Similes and metaphors. Are they suitable? A more basic question, are there too many? Rule of thumb: start chopping if we have more than one per chapter. They bring attention to themselves and make it tougher for readers to maintain their willing suspension of disbelief, which is always fragile. A while back, I read a manuscript that sometimes had three or more similes on a page, most of them outlandish. Faulkner advised writers to get rid of their darlings. Similes and metaphors are a good place to start.
Pace. Does the story move along? Readers want some ebb and flow. Three hundred pages of action wouldn’t work, nor would an interior monologue of such proportions, James Joyce notwithstanding. We shouldn’t introduce a character in a scene and then go into a two-page back story in order to explain everything she’s going to say and do for the rest of the story. Worse, let’s not interrupt an action scene with back story. And interior monologues are fine so long as we keep them brief, interesting and germane to the story.

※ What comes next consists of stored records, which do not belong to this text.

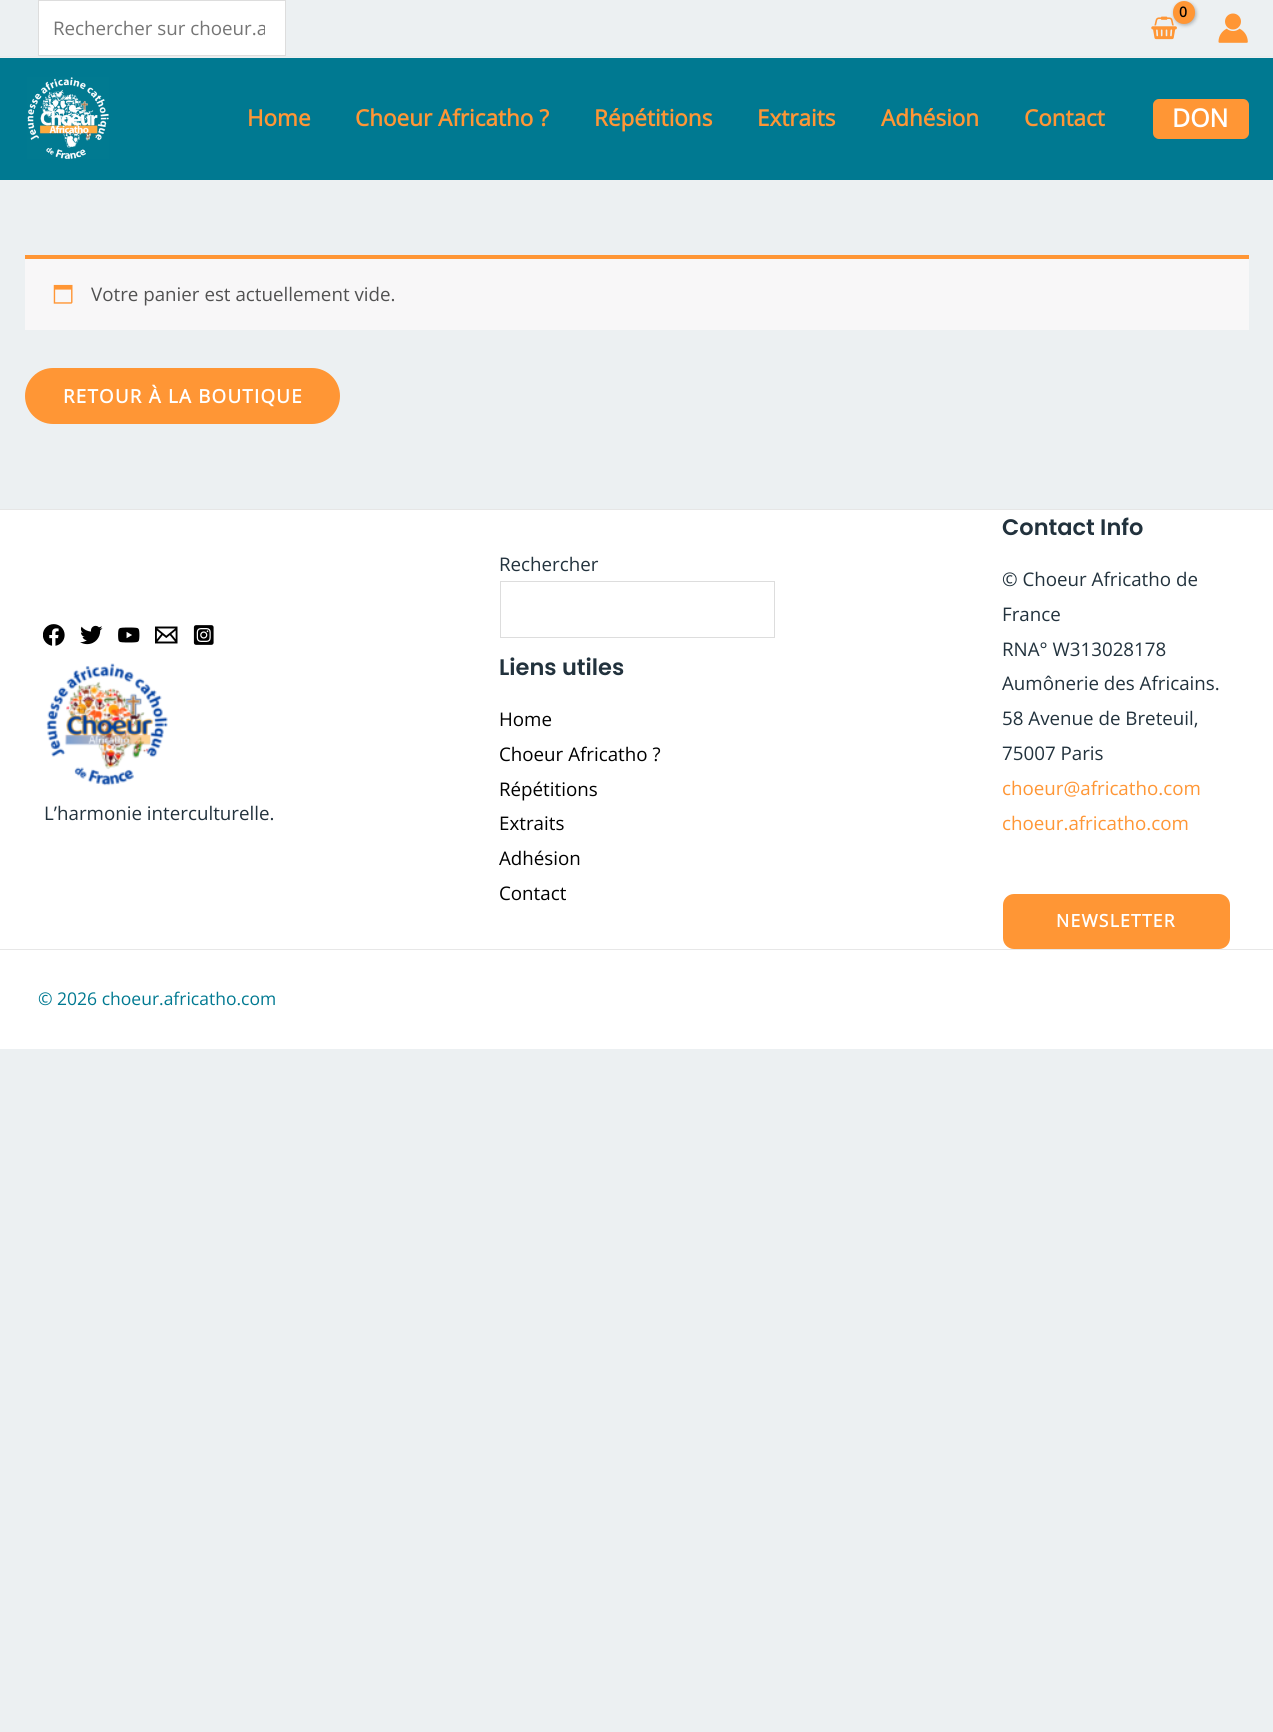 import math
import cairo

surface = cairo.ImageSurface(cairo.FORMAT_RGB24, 1273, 1732)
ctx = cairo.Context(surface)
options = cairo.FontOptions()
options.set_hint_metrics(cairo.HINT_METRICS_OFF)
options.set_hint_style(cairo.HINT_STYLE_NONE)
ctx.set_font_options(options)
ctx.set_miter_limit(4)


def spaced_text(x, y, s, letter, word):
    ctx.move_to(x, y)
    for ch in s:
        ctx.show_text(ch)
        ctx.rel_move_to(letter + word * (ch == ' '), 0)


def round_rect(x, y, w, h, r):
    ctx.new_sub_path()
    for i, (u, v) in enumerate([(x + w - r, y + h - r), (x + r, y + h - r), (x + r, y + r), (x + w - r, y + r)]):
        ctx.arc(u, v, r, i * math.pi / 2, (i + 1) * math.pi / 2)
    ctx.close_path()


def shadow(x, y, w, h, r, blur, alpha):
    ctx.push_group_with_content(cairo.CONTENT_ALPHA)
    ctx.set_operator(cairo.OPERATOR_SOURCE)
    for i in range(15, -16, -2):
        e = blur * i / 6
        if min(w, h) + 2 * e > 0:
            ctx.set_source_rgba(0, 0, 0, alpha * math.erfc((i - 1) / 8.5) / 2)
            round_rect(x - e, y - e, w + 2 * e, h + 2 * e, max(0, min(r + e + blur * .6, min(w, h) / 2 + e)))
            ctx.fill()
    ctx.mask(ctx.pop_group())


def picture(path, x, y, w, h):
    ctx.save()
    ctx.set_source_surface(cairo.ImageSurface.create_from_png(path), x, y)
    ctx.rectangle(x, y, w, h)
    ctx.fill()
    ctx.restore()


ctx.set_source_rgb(0.925, 0.941, 0.949)
ctx.paint()
ctx.set_source_rgb(0.918, 0.918, 0.918)
ctx.rectangle(0, 56, 1273, 1)
ctx.fill()
picture("img1.png", 1151, 16, 26, 24)
ctx.set_source_rgb(0, 0, 0)
shadow(1174, 3, 22, 22, 11, 2, 0.3)
ctx.set_source_rgb(1, 0.588, 0.208)
round_rect(1173, 1, 22, 23, 11)
ctx.fill()
ctx.select_font_face("Open Sans", cairo.FONT_SLANT_NORMAL, cairo.FONT_WEIGHT_BOLD)
ctx.set_font_size(14)
ctx.set_source_rgb(0, 0, 0)
spaced_text(1179, 17, "0", -1, 0)
picture("img2.png", 1218, 13, 30, 30)
ctx.set_source_rgb(1, 1, 1)
ctx.rectangle(38.5, 0.5, 247, 55)
ctx.fill_preserve()
ctx.set_source_rgb(0.867, 0.867, 0.867)
ctx.set_line_width(1)
ctx.stroke()
ctx.save()
ctx.rectangle(53, 15, 212, 25)
ctx.clip()
ctx.select_font_face("Open Sans")
ctx.set_font_size(18.75)
ctx.set_source_rgb(0.459, 0.459, 0.459)
ctx.move_to(53, 35)
ctx.show_text("Rechercher sur choeur.a")
ctx.restore()
ctx.set_source_rgb(0, 0.475, 0.569)
ctx.rectangle(0, 58, 1273, 122)
ctx.fill()
picture("img3.png", 27, 77, 82, 82)
ctx.set_font_size(22.5)
ctx.set_source_rgb(1, 0.588, 0.208)
ctx.move_to(247, 126)
ctx.show_text("Home")
ctx.move_to(355, 126)
ctx.show_text("Choeur Africatho ?")
ctx.move_to(594, 126)
ctx.show_text("Répétitions")
ctx.move_to(757, 126)
ctx.show_text("Extraits")
ctx.move_to(881, 126)
ctx.show_text("Adhésion")
ctx.move_to(1024, 126)
ctx.show_text("Contact")
round_rect(1155, 101, 92, 36, 4)
ctx.fill_preserve()
ctx.set_line_width(4)
ctx.stroke()
ctx.set_font_size(25)
ctx.set_source_rgb(1, 1, 1)
ctx.move_to(1172, 127)
ctx.show_text("DON")
ctx.set_source_rgb(0.969, 0.965, 0.969)
ctx.rectangle(25, 259, 1224, 71)
ctx.fill()
ctx.set_source_rgb(1, 0.588, 0.208)
ctx.rectangle(25, 255, 1224, 4)
ctx.fill()
picture("img4.png", 53, 284, 20, 20)
ctx.select_font_face("Open Sans")
ctx.set_font_size(18.75)
ctx.set_source_rgb(0.318, 0.318, 0.318)
ctx.move_to(91, 301)
ctx.show_text("Votre panier est actuellement vide.")
ctx.set_source_rgb(1, 0.588, 0.208)
round_rect(25, 368, 315, 56, 28)
ctx.fill()
ctx.select_font_face("Open Sans", cairo.FONT_SLANT_NORMAL, cairo.FONT_WEIGHT_BOLD)
ctx.set_source_rgb(1, 1, 1)
spaced_text(63, 403, "RETOUR À LA BOUTIQUE", 1.25, 0)
ctx.rectangle(0, 510, 1273, 539)
ctx.fill()
ctx.set_source_rgb(0.902, 0.902, 0.902)
ctx.rectangle(0, 509, 1273, 1)
ctx.fill()
picture("img5.png", 43, 624, 22, 22)
picture("img6.png", 80, 625, 23, 20)
picture("img7.png", 118, 627, 22, 16)
picture("img8.png", 155, 626, 23, 18)
picture("img9.png", 193, 625, 21, 20)
picture("img10.png", 46, 663, 122, 123)
ctx.select_font_face("Open Sans")
ctx.set_source_rgb(0.133, 0.196, 0.239)
ctx.move_to(44, 820)
ctx.show_text("L’harmonie interculturelle.")
ctx.move_to(499, 571)
ctx.show_text("Rechercher")
ctx.rectangle(500.5, 581.5, 274, 56)
ctx.set_source_rgb(0.867, 0.867, 0.867)
ctx.set_line_width(1)
ctx.stroke()
ctx.select_font_face("Poppins SemiBold")
ctx.set_font_size(22.5)
ctx.set_source_rgb(0.133, 0.196, 0.239)
ctx.move_to(499, 675)
ctx.show_text("Liens utiles")
ctx.select_font_face("Open Sans")
ctx.set_font_size(18.75)
ctx.set_source_rgb(0, 0, 0)
ctx.move_to(499, 726)
ctx.show_text("Home")
ctx.move_to(499, 761)
ctx.show_text("Choeur Africatho ?")
ctx.move_to(499, 796)
ctx.show_text("Répétitions")
ctx.move_to(499, 830)
ctx.show_text("Extraits")
ctx.move_to(499, 865)
ctx.show_text("Adhésion")
ctx.move_to(499, 900)
ctx.show_text("Contact")
ctx.select_font_face("Poppins SemiBold")
ctx.set_font_size(22.5)
ctx.set_source_rgb(0.133, 0.196, 0.239)
ctx.move_to(1002, 535)
ctx.show_text("Contact Info")
ctx.select_font_face("Open Sans")
ctx.set_font_size(18.75)
ctx.move_to(1002, 586)
ctx.show_text("© Choeur Africatho de")
ctx.move_to(1002, 621)
ctx.show_text("France")
ctx.move_to(1002, 656)
ctx.show_text("RNA° W313028178")
ctx.move_to(1002, 690)
ctx.show_text("Aumônerie des Africains.")
ctx.move_to(1002, 725)
ctx.show_text("58 Avenue de Breteuil,")
ctx.move_to(1002, 760)
ctx.show_text("75007 Paris")
ctx.set_source_rgb(1, 0.588, 0.208)
ctx.move_to(1002, 795)
ctx.show_text("choeur@africatho.com")
ctx.move_to(1002, 830)
ctx.show_text("choeur.africatho.com")
round_rect(1003, 894, 227, 55, 11)
ctx.fill()
ctx.select_font_face("Open Sans", cairo.FONT_SLANT_NORMAL, cairo.FONT_WEIGHT_BOLD)
ctx.set_font_size(17.5)
ctx.set_source_rgb(1, 1, 1)
spaced_text(1056, 927, "NEWSLETTER", 1.25, 0)
ctx.set_source_rgb(0.906, 0.906, 0.906)
ctx.rectangle(0, 949, 1273, 1)
ctx.fill()
ctx.select_font_face("Open Sans")
ctx.set_source_rgb(0, 0.475, 0.569)
ctx.move_to(38, 1005)
ctx.show_text("© 2026 choeur.africatho.com")
surface.write_to_png("page.png")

Dialogue. Does it snap and crackle, or is it wooden and predictable? Does it move the plot forward? Reveal character? Get right to the point? Too much small talk? Do all the characters sound alike, or do their speech patterns differentiate them? Dialogue makes or breaks every scene. We need to study dialogue intensely and put it to work. This becomes critical during revision.
Showing and telling. It’s so easy to tell through exposition. And it’s so easy for readers to fall asleep while we tell them what’s going on. If we want them wide-awake, we’d better show them, through action and dialogue, what you want them to see. Ever wonder why movies are also called shows? Or why many people who never pick up a book are avid movie-goers? One answer to both questions: because movies show what’s happening. A voice-over may be part of cinema technique, but showing is the essence of the movie experience. How many people would sit through a movie listening to a voice-over with pretty pictures in the background?
Point of view. Third person works best for most writers. First person stands next in line, and omniscient should find a chair across the street and down the block, at least for beginning writers. Whichever we choose, we have to stay there and not lapse into the others. Doing so might be an easy way to get certain things across to readers, but it will also confuse them and keep them from getting immersed in the story. Although we can change our POV character from time to time, we should never do it within a scene. Never.
These are some high points. We write with heat, but revise with cool reflection so that our readers will keep turning pages. Self-editing is our single best opportunity to make that happen.